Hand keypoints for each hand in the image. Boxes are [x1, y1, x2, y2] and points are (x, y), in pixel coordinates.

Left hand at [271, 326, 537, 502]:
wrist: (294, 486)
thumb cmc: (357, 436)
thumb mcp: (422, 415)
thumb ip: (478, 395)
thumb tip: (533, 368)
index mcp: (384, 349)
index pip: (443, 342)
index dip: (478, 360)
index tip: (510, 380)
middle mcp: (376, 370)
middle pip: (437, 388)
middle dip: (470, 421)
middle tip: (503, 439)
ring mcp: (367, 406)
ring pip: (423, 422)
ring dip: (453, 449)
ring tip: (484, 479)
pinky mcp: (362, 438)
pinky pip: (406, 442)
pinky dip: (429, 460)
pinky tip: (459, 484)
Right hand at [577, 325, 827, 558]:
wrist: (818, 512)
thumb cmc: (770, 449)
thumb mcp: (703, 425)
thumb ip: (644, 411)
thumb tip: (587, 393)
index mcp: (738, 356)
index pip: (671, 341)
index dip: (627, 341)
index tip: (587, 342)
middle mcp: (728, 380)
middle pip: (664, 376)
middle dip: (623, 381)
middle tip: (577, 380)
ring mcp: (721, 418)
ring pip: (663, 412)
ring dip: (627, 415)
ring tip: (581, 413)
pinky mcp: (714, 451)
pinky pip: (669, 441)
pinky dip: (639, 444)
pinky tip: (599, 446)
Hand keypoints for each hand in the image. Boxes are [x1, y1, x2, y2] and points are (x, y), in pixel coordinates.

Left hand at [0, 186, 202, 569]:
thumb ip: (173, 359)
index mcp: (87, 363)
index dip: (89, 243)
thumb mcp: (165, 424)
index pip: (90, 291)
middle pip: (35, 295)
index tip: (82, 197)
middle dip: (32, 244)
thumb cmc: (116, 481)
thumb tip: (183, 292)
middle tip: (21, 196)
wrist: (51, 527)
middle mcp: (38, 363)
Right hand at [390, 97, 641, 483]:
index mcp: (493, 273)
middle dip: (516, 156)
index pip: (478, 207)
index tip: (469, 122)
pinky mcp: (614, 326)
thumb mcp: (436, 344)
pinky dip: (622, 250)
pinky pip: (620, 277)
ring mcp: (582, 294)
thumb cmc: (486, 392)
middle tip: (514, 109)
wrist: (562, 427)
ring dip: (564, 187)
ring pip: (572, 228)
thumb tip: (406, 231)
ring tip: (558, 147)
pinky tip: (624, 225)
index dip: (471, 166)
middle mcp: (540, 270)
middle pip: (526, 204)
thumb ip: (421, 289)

EXERCISE AIM: Extract all the material, leaving every line as it is.

RESPONSE:
Hand keypoints for each hand in the image. Boxes are [x1, y1, x2, y2] and points are (x, y), in pixel coordinates.

Left hand at [271, 326, 537, 502]:
wrist: (294, 486)
thumb cmc: (357, 436)
thumb mcp: (422, 415)
thumb ip: (478, 395)
thumb tip: (533, 368)
index mcp: (384, 349)
index pip: (443, 342)
index dip: (478, 360)
index tip: (510, 380)
middle mcp: (376, 370)
middle pip: (437, 388)
middle dip: (470, 421)
middle tip: (503, 439)
ring mcp: (367, 406)
ring pip: (423, 422)
ring dip: (453, 449)
ring tip: (484, 479)
pinky mcp: (362, 438)
pinky pip: (406, 442)
pinky dip: (429, 460)
pinky tip: (459, 484)
Right hand at [577, 325, 827, 558]:
wrist: (818, 512)
thumb cmc: (770, 449)
thumb mcp: (703, 425)
thumb ip: (644, 411)
thumb tip: (587, 393)
index mcp: (738, 356)
index pip: (671, 341)
index dip: (627, 341)
index tip: (587, 342)
middle mcp: (728, 380)
middle pip: (664, 376)
middle dip: (623, 381)
middle tip: (577, 380)
ring mcp: (721, 418)
ring pip: (663, 412)
ring dip: (627, 415)
ring tip: (581, 413)
pinky mcp: (714, 451)
pinky pip: (669, 441)
pinky dip: (639, 444)
pinky tip: (599, 446)
Hand keypoints for each hand in the image. Boxes are [x1, y1, x2, y2] and points are (x, y), in pixel coordinates.

Left hand at [0, 186, 202, 569]:
thumb ip: (173, 359)
index mcp: (87, 363)
index dip: (89, 243)
thumb mcp: (165, 424)
index pip: (90, 291)
middle pip: (35, 295)
index tip: (82, 197)
middle dip: (32, 244)
thumb cmc: (116, 481)
thumb tip: (183, 292)
middle tip: (21, 196)
wrist: (51, 527)
middle mcp: (38, 363)
Right hand at [390, 97, 641, 483]:
index mcp: (493, 273)
middle dip: (516, 156)
index pip: (478, 207)
index tip: (469, 122)
pinky mcp: (614, 326)
thumb mcp: (436, 344)
pinky dip: (622, 250)
pinky pip: (620, 277)
ring mcp: (582, 294)
thumb cmc: (486, 392)
middle tip: (514, 109)
wrist: (562, 427)
ring dip: (564, 187)
ring pip: (572, 228)
thumb tip: (406, 231)
ring tip: (558, 147)
pinky tip: (624, 225)
index dip: (471, 166)
middle mcp: (540, 270)
middle pip: (526, 204)
thumb ip: (421, 289)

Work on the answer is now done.